'Rebalancing' proposal is wrong plan for Oklahoma
by Jonathan Small and Jonathan Ingram
OHCA has provided few specifics about its plan, but we do know the basics. First, “rebalancing” would create a new health insurance entitlement for up to 628,000 able-bodied adults. OHCA says that only 175,000 would be added to the rolls, but in states that have already undergone “rebalancing,” actual new enrollment surpasses projections by an average of 91 percent.
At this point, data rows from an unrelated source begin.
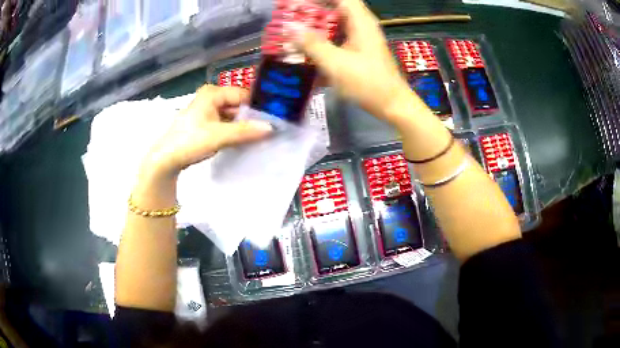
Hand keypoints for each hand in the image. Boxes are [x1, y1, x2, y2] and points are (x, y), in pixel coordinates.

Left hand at [143, 85, 272, 176]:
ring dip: (244, 125)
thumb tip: (272, 128)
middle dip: (251, 117)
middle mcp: (210, 97)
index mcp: (213, 93)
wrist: (165, 160)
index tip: (274, 118)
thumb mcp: (219, 136)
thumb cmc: (190, 141)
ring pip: (232, 115)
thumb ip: (245, 131)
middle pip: (238, 104)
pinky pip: (225, 123)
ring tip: (261, 136)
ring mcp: (207, 111)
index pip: (243, 94)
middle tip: (270, 129)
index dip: (258, 106)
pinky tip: (245, 140)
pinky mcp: (205, 123)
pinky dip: (234, 131)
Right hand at [296, 0, 411, 121]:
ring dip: (317, 28)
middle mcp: (362, 27)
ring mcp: (362, 40)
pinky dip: (325, 44)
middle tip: (292, 18)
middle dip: (314, 12)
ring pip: (336, 26)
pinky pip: (339, 41)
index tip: (299, 3)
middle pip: (336, 10)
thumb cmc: (368, 83)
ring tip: (295, 34)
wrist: (393, 106)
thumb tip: (290, 28)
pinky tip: (309, 54)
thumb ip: (312, 44)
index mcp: (361, 22)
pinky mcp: (360, 53)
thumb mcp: (336, 63)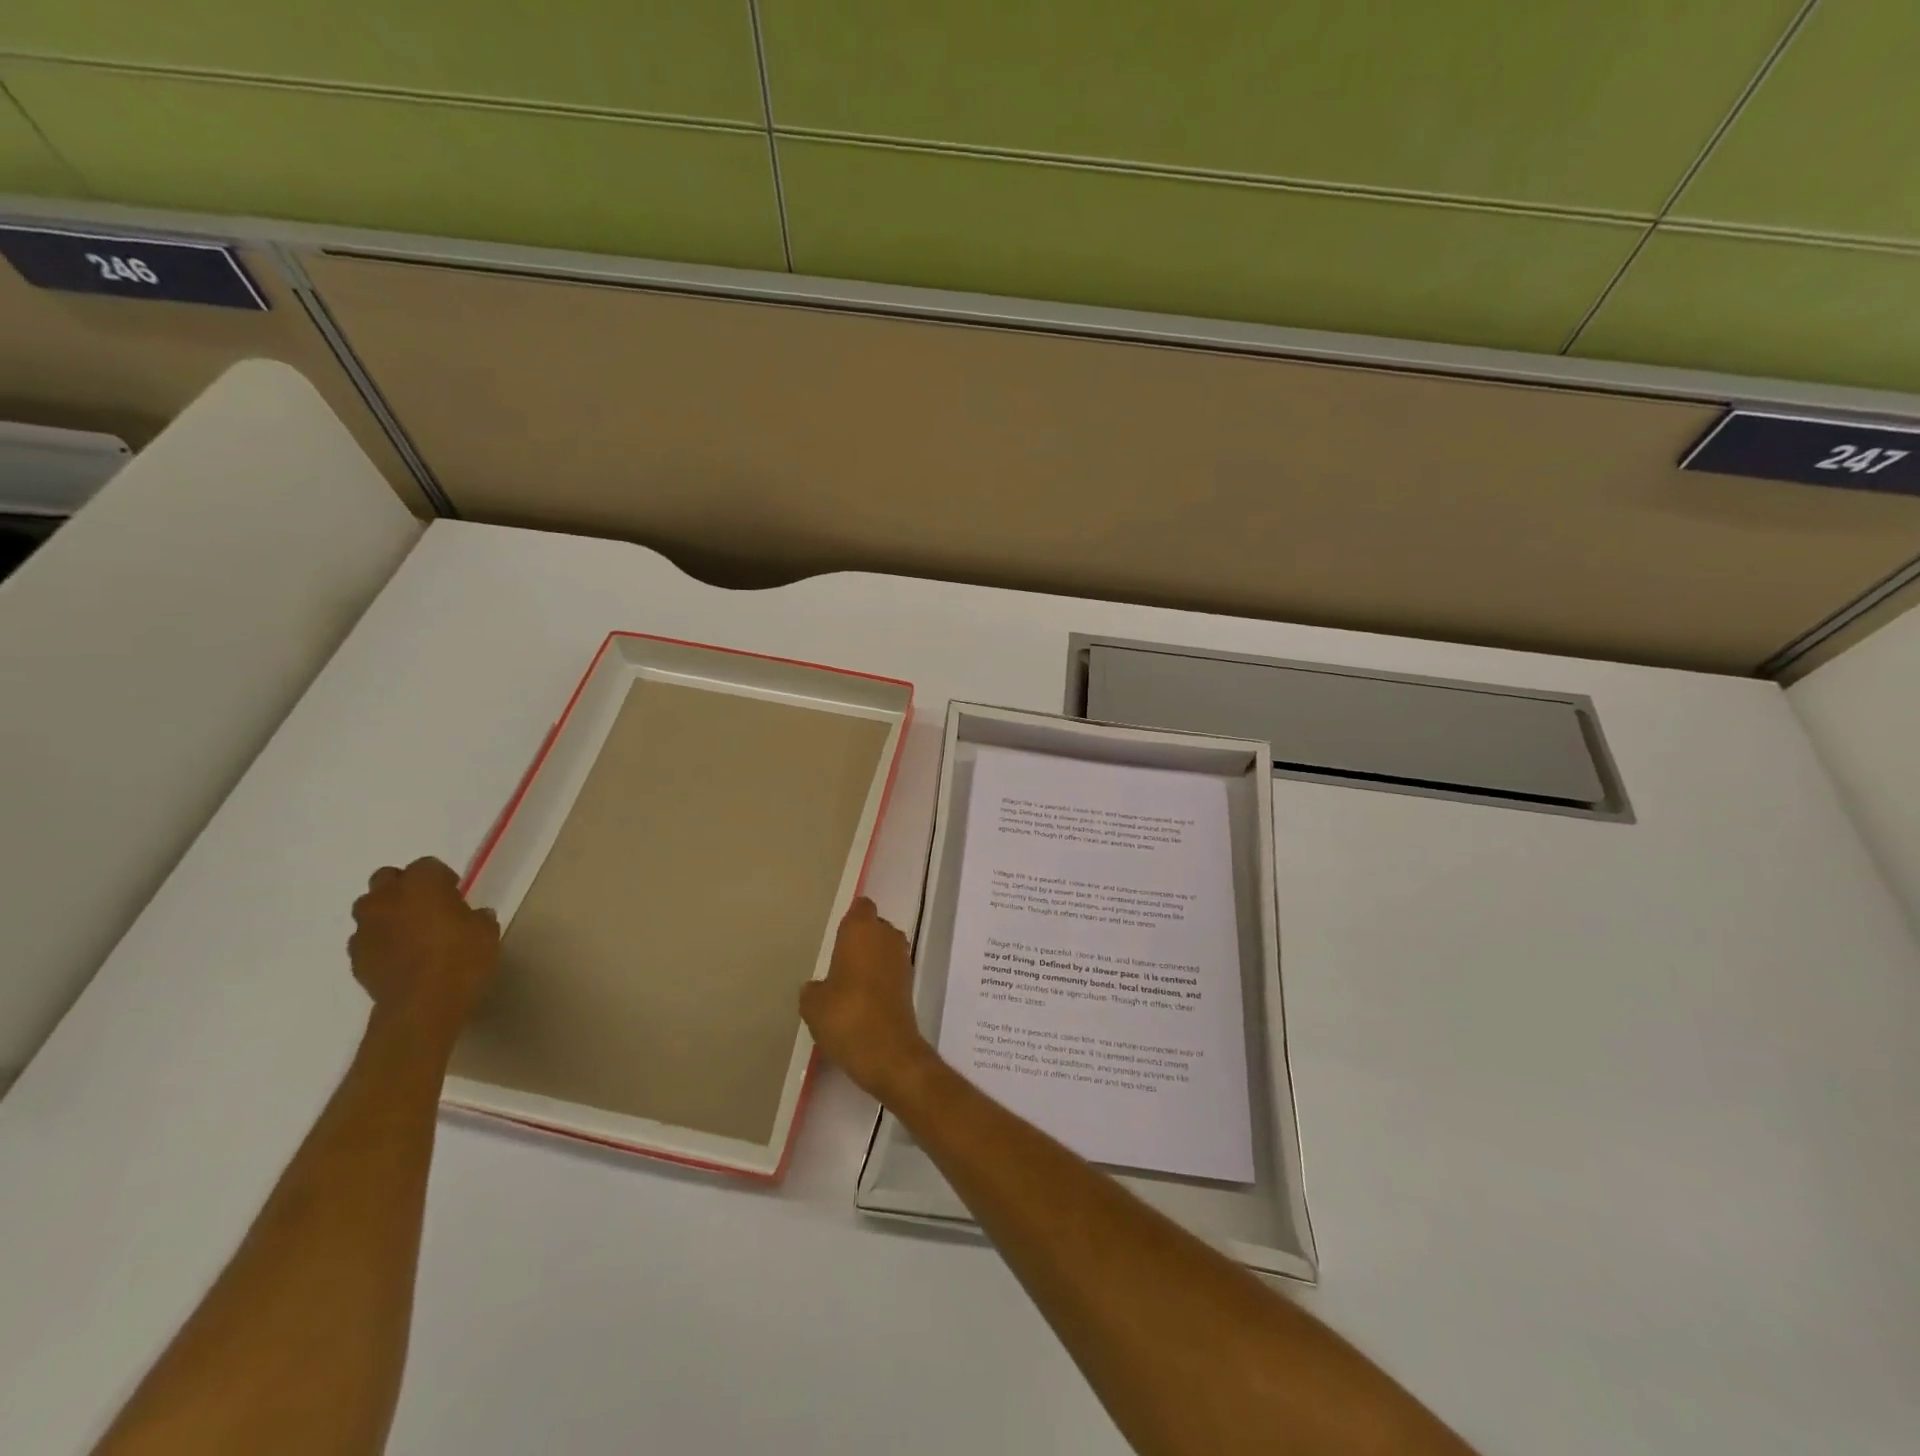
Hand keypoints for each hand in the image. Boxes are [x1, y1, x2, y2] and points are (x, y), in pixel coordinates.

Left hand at [349, 858, 499, 1044]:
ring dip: (386, 913)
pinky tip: (399, 956)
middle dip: (403, 887)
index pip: (427, 866)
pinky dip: (379, 941)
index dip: (441, 878)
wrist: (423, 1004)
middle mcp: (387, 898)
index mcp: (422, 884)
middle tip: (426, 906)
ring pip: (369, 907)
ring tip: (409, 932)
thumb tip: (472, 916)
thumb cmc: (462, 957)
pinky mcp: (355, 956)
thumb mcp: (486, 931)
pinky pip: (365, 938)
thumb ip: (476, 917)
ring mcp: (365, 928)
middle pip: (386, 878)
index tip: (455, 893)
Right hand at [801, 898, 939, 1103]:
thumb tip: (819, 988)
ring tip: (848, 980)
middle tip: (839, 958)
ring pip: (885, 949)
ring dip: (872, 959)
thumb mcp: (813, 1004)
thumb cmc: (845, 1015)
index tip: (836, 932)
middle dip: (861, 939)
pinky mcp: (910, 985)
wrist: (887, 1052)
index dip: (850, 917)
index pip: (861, 907)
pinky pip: (891, 971)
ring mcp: (902, 961)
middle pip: (875, 927)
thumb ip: (814, 988)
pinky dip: (880, 979)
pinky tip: (862, 999)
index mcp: (862, 930)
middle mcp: (887, 937)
In fact, OHCA's own consultants have estimated as many as 628,000 able-bodied adults would be eligible under this plan.
A study by the Lewin Group, a prestigious health policy consulting firm, found that more than half of those new Medicaid clients under the “rebalancing” plan are already covered by private insurance plans, most of them job-related. They aren't uninsured at all.
Worse still, Oklahoma's Medicaid program already has a lengthy waiting list for truly needy children and adults with intellectual and developmental disabilities who have been waiting — for a decade in some cases — to receive Medicaid services. So this “rebalancing” would shift hundreds of thousands of already insured Oklahomans onto Medicaid while telling the most vulnerable to step aside.
OHCA also proposes to deliver Medicaid services to these new enrollees through commercial health plans, which is doublespeak for implementing the Affordable Care Act expansion that our policymakers have already rejected. Other states that have followed this path found that shifting Medicaid patients to the exchange cost almost twice as much as simply broadening Medicaid.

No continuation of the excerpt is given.